Reduce lecture time.
Even the best lecturer has a hard time sustaining student attention past 20 minutes–according to science, the limit of sustained attention span. If your class is 75 minutes of lecture, you are truly asking for nap time. If you are naturally a good speaker and have a very engaging lecture style, you can talk for 45 minutes. But if lecture is not your strength, consider limiting yourself to 30 minutes as a standard practice.

Make Conceptual Information Shine in the Classroom.
I have observed enough lectures to know that, in the social sciences, about 75% of a 75-minute lecture is simply recitation of facts that a student could get by reading a book. Many professors admit to me that they are lecturing in parallel to their assigned reading texts, and students end up not doing the reading. But almost all lectures by a well-trained academic have a conceptual core, where there is real benefit in having a person explain it. It is this 30 minutes of concept explaining that should shine in the classroom.
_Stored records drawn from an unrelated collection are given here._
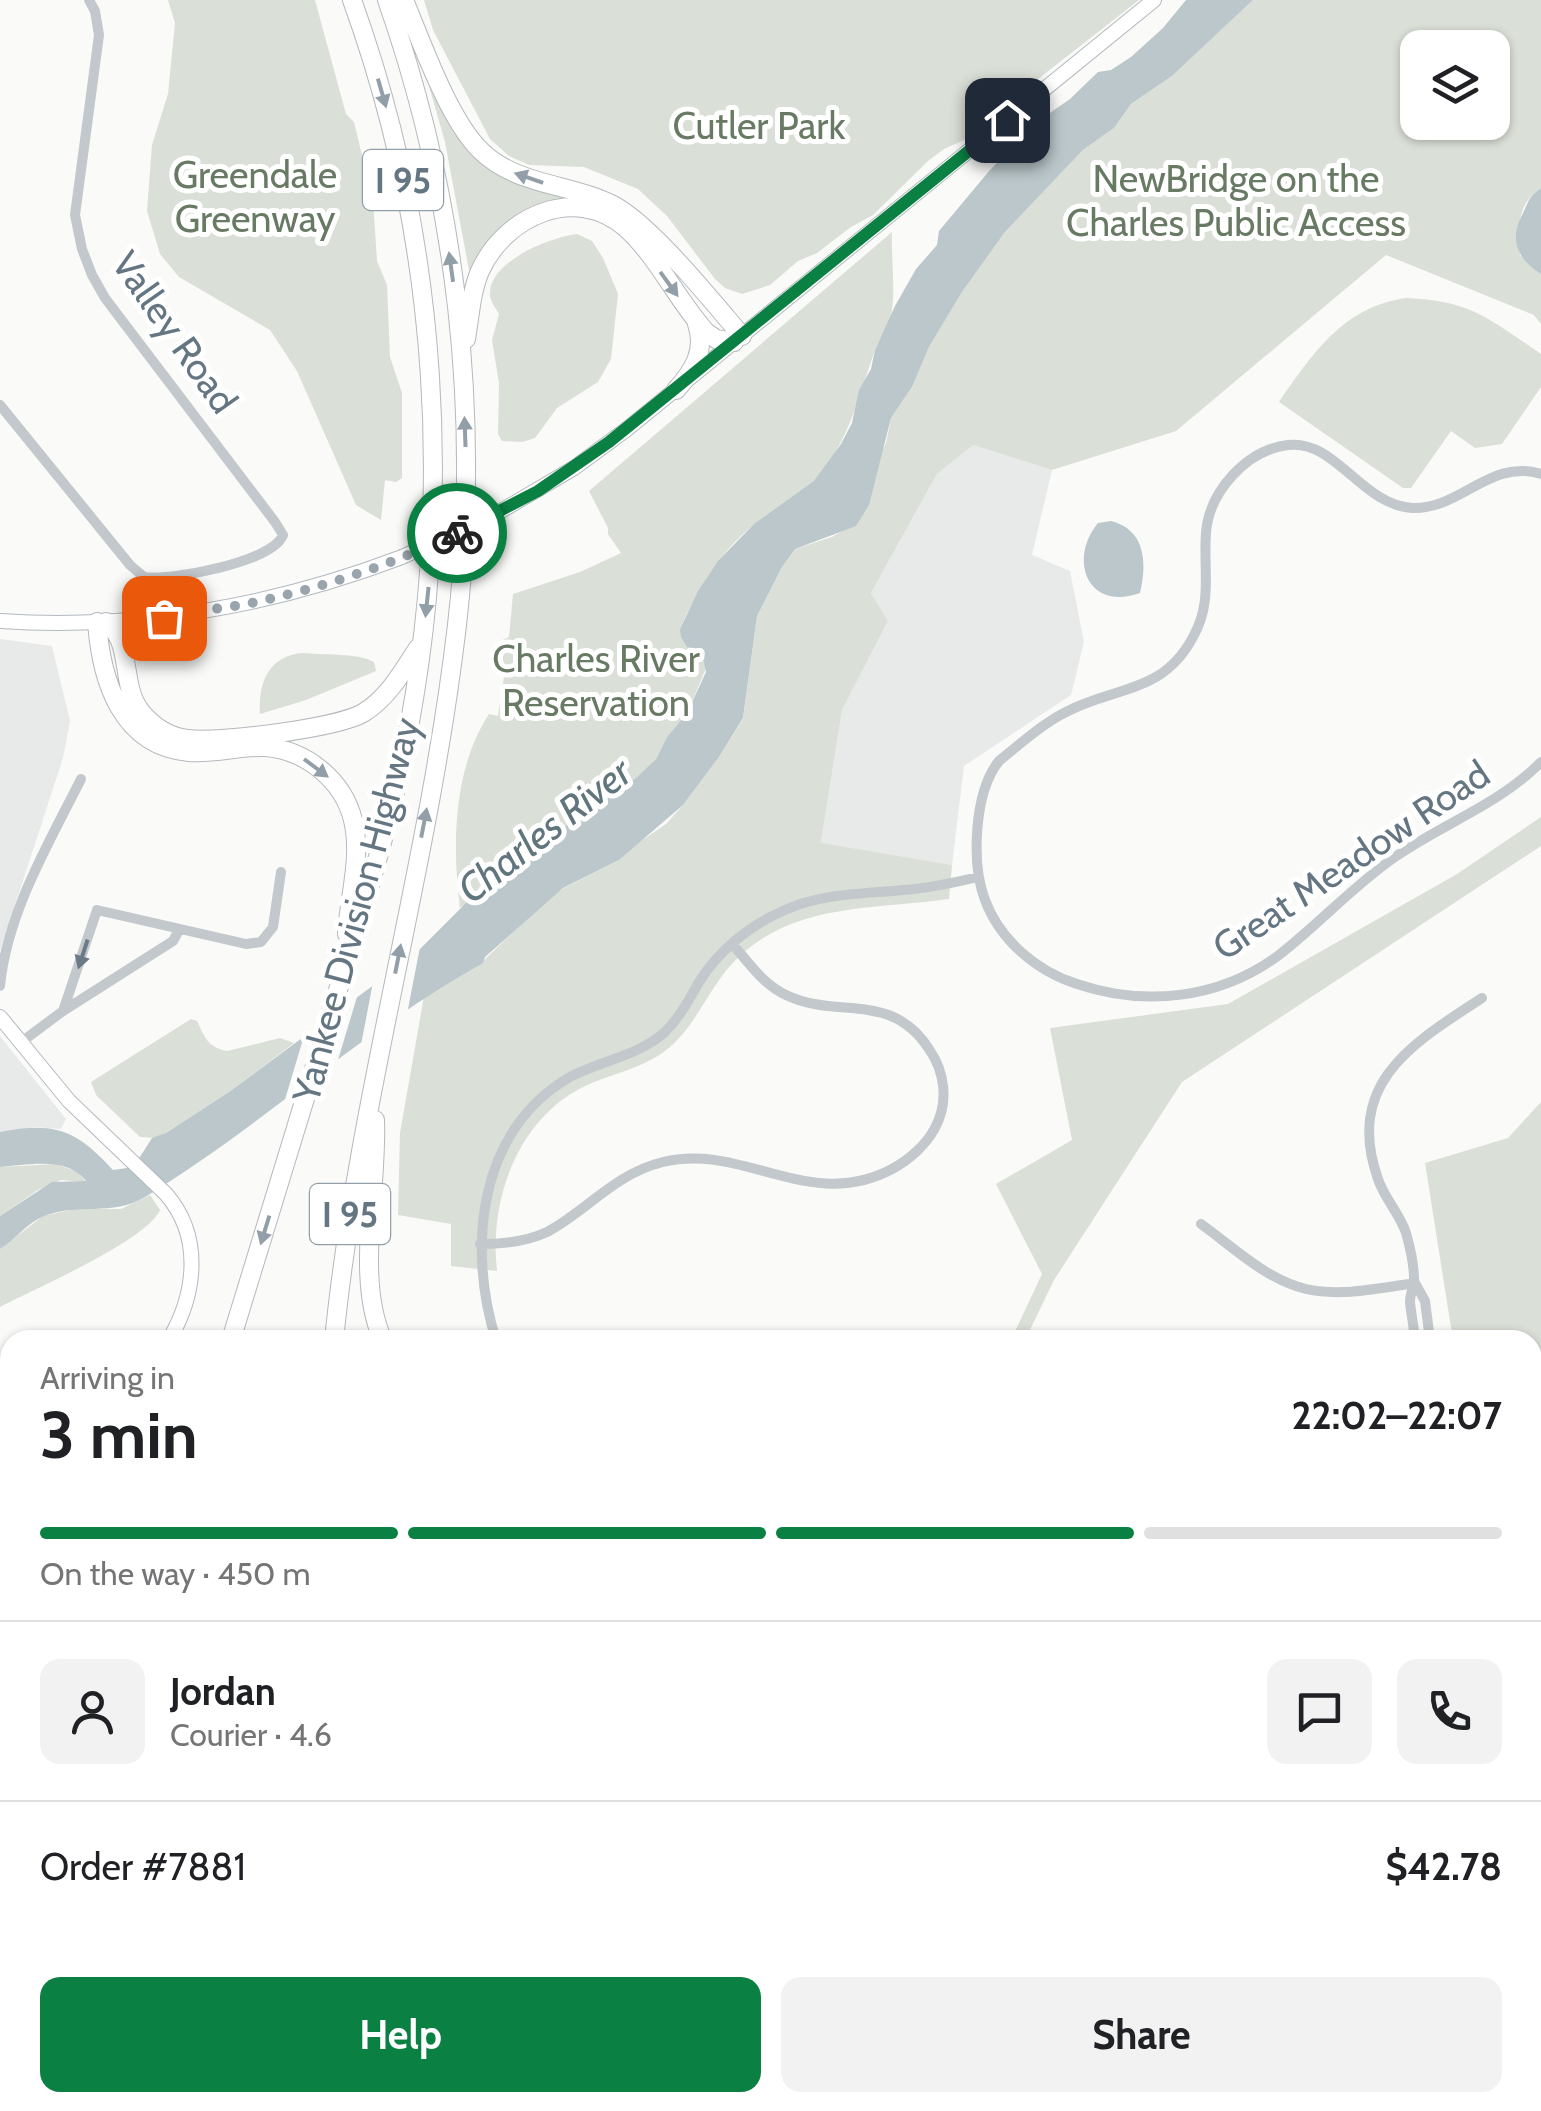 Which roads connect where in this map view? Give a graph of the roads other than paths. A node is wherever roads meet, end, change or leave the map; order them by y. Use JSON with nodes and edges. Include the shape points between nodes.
{"nodes":[{"id":1,"x":89,"y":0,"type":"edge"},
{"id":2,"x":352,"y":0,"type":"edge"},
{"id":3,"x":387,"y":0,"type":"edge"},
{"id":4,"x":404,"y":0,"type":"edge"},
{"id":5,"x":1154,"y":0,"type":"edge"},
{"id":6,"x":694,"y":319,"type":"junction"},
{"id":7,"x":738,"y":339,"type":"junction"},
{"id":8,"x":462,"y":364,"type":"junction"},
{"id":9,"x":676,"y":390,"type":"junction"},
{"id":10,"x":0,"y":405,"type":"edge"},
{"id":11,"x":1541,"y":474,"type":"edge"},
{"id":12,"x":177,"y":615,"type":"junction"},
{"id":13,"x":0,"y":621,"type":"edge"},
{"id":14,"x":101,"y":622,"type":"junction"},
{"id":15,"x":422,"y":642,"type":"junction"},
{"id":16,"x":125,"y":670,"type":"junction"},
{"id":17,"x":1541,"y":762,"type":"edge"},
{"id":18,"x":82,"y":779,"type":"dead end"},
{"id":19,"x":281,"y":872,"type":"dead end"},
{"id":20,"x":978,"y":878,"type":"junction"},
{"id":21,"x":179,"y":930,"type":"junction"},
{"id":22,"x":732,"y":944,"type":"junction"},
{"id":23,"x":2,"y":955,"type":"edge"},
{"id":24,"x":344,"y":969,"type":"junction"},
{"id":25,"x":0,"y":986,"type":"edge"},
{"id":26,"x":1482,"y":998,"type":"dead end"},
{"id":27,"x":63,"y":1011,"type":"junction"},
{"id":28,"x":0,"y":1017,"type":"edge"},
{"id":29,"x":20,"y":1043,"type":"junction"},
{"id":30,"x":373,"y":1090,"type":"junction"},
{"id":31,"x":1200,"y":1224,"type":"dead end"},
{"id":32,"x":480,"y":1244,"type":"junction"},
{"id":33,"x":1415,"y":1283,"type":"junction"},
{"id":34,"x":174,"y":1330,"type":"edge"},
{"id":35,"x":234,"y":1330,"type":"edge"},
{"id":36,"x":335,"y":1330,"type":"edge"},
{"id":37,"x":379,"y":1330,"type":"edge"},
{"id":38,"x":494,"y":1330,"type":"edge"},
{"id":39,"x":1414,"y":1330,"type":"edge"},
{"id":40,"x":1428,"y":1330,"type":"edge"}],
"edges":[{"from":1,"to":10,"type":"street","name":"Valley Road","via":[[99,36],[75,215],[87,262],[105,298],[175,386],[282,536],[280,542],[218,568],[147,577],[130,565]]},
{"from":2,"to":15,"type":"highway","name":"Yankee Division Highway","number":"I 95","one_way":true,"via":[[400,164],[426,329],[433,495]]},
{"from":8,"to":3,"type":"highway","name":"Yankee Division Highway","number":"I 95","one_way":true,"via":[[432,158]]},
{"from":7,"to":4,"type":"highway","one_way":true,"via":[[624,211],[518,174],[479,149],[454,111]]},
{"from":5,"to":7,"type":"main road"},
{"from":6,"to":7,"type":"highway","via":[[710,336]]},
{"from":8,"to":6,"type":"highway","one_way":true,"via":[[475,285],[486,262],[513,227],[550,210],[589,210],[624,227]]},
{"from":6,"to":9,"type":"highway","via":[[700,350]]},
{"from":7,"to":9,"type":"main road"},
{"from":30,"to":8,"type":"highway","name":"Yankee Division Highway","number":"I 95","one_way":true,"via":[[457,622],[466,492]]},
{"from":9,"to":12,"type":"main road","bridge":true,"via":[[574,468],[496,514],[402,557],[281,596]]},
{"from":11,"to":20,"type":"street","name":"Great Meadow Road","via":[[1506,471],[1442,504],[1416,508],[1383,500],[1311,448],[1286,445],[1243,465],[1208,520],[1207,596],[1190,644],[1152,681],[1068,710],[999,760],[977,827]]},
{"from":12,"to":14,"type":"main road"},
{"from":12,"to":16,"type":"highway","via":[[140,630],[127,650]]},
{"from":13,"to":14,"type":"main road"},
{"from":14,"to":16,"type":"highway","via":[[119,638]]},
{"from":14,"to":24,"type":"highway","one_way":true,"via":[[99,648],[110,692],[147,736],[184,751],[284,750],[314,764],[336,785],[351,813],[356,847]]},
{"from":15,"to":16,"type":"highway","via":[[385,695],[352,719],[208,740],[181,738],[152,723],[134,702]]},
{"from":15,"to":24,"type":"highway","name":"Yankee Division Highway","number":"I 95","via":[[396,788]]},
{"from":17,"to":20,"type":"street","name":"Great Meadow Road","via":[[1503,794],[1390,860],[1270,961],[1194,993],[1120,995],[1049,972],[1006,936]]},
{"from":18,"to":23,"type":"street"},
{"from":19,"to":21,"type":"street","via":[[273,927],[261,942]]},
{"from":20,"to":22,"type":"street","via":[[816,899],[774,914]]},
{"from":21,"to":27,"type":"street","via":[[173,941]]},
{"from":21,"to":27,"type":"street","one_way":true,"via":[[98,910]]},
{"from":22,"to":32,"type":"street","via":[[657,1038],[569,1078],[529,1111],[489,1184]]},
{"from":22,"to":32,"type":"street","via":[[786,995],[880,1011],[922,1038],[944,1091],[940,1116],[924,1143],[888,1171],[839,1184],[797,1182],[709,1160],[664,1162],[615,1182],[546,1232]]},
{"from":23,"to":25,"type":"street"},
{"from":24,"to":35,"type":"highway","name":"Yankee Division Highway","number":"I 95","one_way":true},
{"from":26,"to":33,"type":"street","via":[[1404,1053],[1373,1104],[1375,1169],[1406,1230]]},
{"from":27,"to":29,"type":"street"},
{"from":28,"to":29,"type":"main road"},
{"from":29,"to":34,"type":"main road","via":[[69,1101],[166,1194],[183,1220],[192,1265]]},
{"from":30,"to":36,"type":"highway","name":"Yankee Division Highway","number":"I 95"},
{"from":30,"to":37,"type":"highway","via":[[370,1283]]},
{"from":31,"to":33,"type":"street","via":[[1300,1287],[1350,1291]]},
{"from":32,"to":38,"type":"street"},
{"from":33,"to":39,"type":"street"},
{"from":33,"to":40,"type":"street"}]}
The other 45 minutes of factual information can be left to the students reading at home or by simply putting the remainder of your PPT online and creating a voice over–the flip in what is known as the flipped classroom.

Craft the Briefer Lecture.
When you confine yourself to a 30-45 minute lecture, you can put more effort into a quality lecture with 3 attributes. (1) Choose a subject for the lecture that can be explained in 1500-2500 words (about 5-9 pages double spaced if you were to write it out). (2) Create a 3-part structure like a well-written essay, including an opening hook to engage the students, a clear thesis with several points, and a final summary. (3) Make a visual PPT with 10 quality visuals that illuminate what you say about every 2-4 minutes. By illuminate I mean images that have some detail and are directly on point with your lecture. There are no bullet points in a quality lecture–the scientific literature on this issue is absolutely clear. The minute you put up bullet points, it is a signal to students to stop listening, start copying, and go into zombie mode.

The Punctuated Lecture.
You want a lecture where all students are engaging, not just the top 10 students. To ensure this, there is a new lecture idea called the “punctuated lecture” that builds poll technology, readily available today, into the lecture and actually grades students for lecture understanding in real time, not 5 weeks later. First, make sure that the poll technology you use will give participation points for student opinion with multiple choice, true-false, and free response answers, but also gives varying points for right and wrong answers. Create provocative opinion questions for the start or end of the lecture, and a couple of right-wrong answer questions for the middle of lecture to check for student understanding. Practice keeping your discussion of these questions to 1 minute of implementation and 2 minutes of discussion, which provides about 12 minutes of punctuated engagement time for each 30-45 minutes of lecture (about a 25-30% ratio).discussion

Active Learning Assignments.
This is a larger subject for another blog, but active learning assignments of this type have 4 features. (1) They use primary sources, case studies, and actual evidence, because the student is practicing being the social scientist. (2) The exercise has an analytical question and the student must use the evidence to answer the question. (3) The assignment is related to the topic of the lecture or the general topic of the week, so that the lecture and the assignment work hand in hand. (4) Generally, it is best if the student does most of the assignment outside of class; works in groups in the beginning or end of class to clarify understanding, and finally debriefs or reports out as a group to the whole class for a discussion of the concepts in class. The whole process would be about 30-40 minutes of class time.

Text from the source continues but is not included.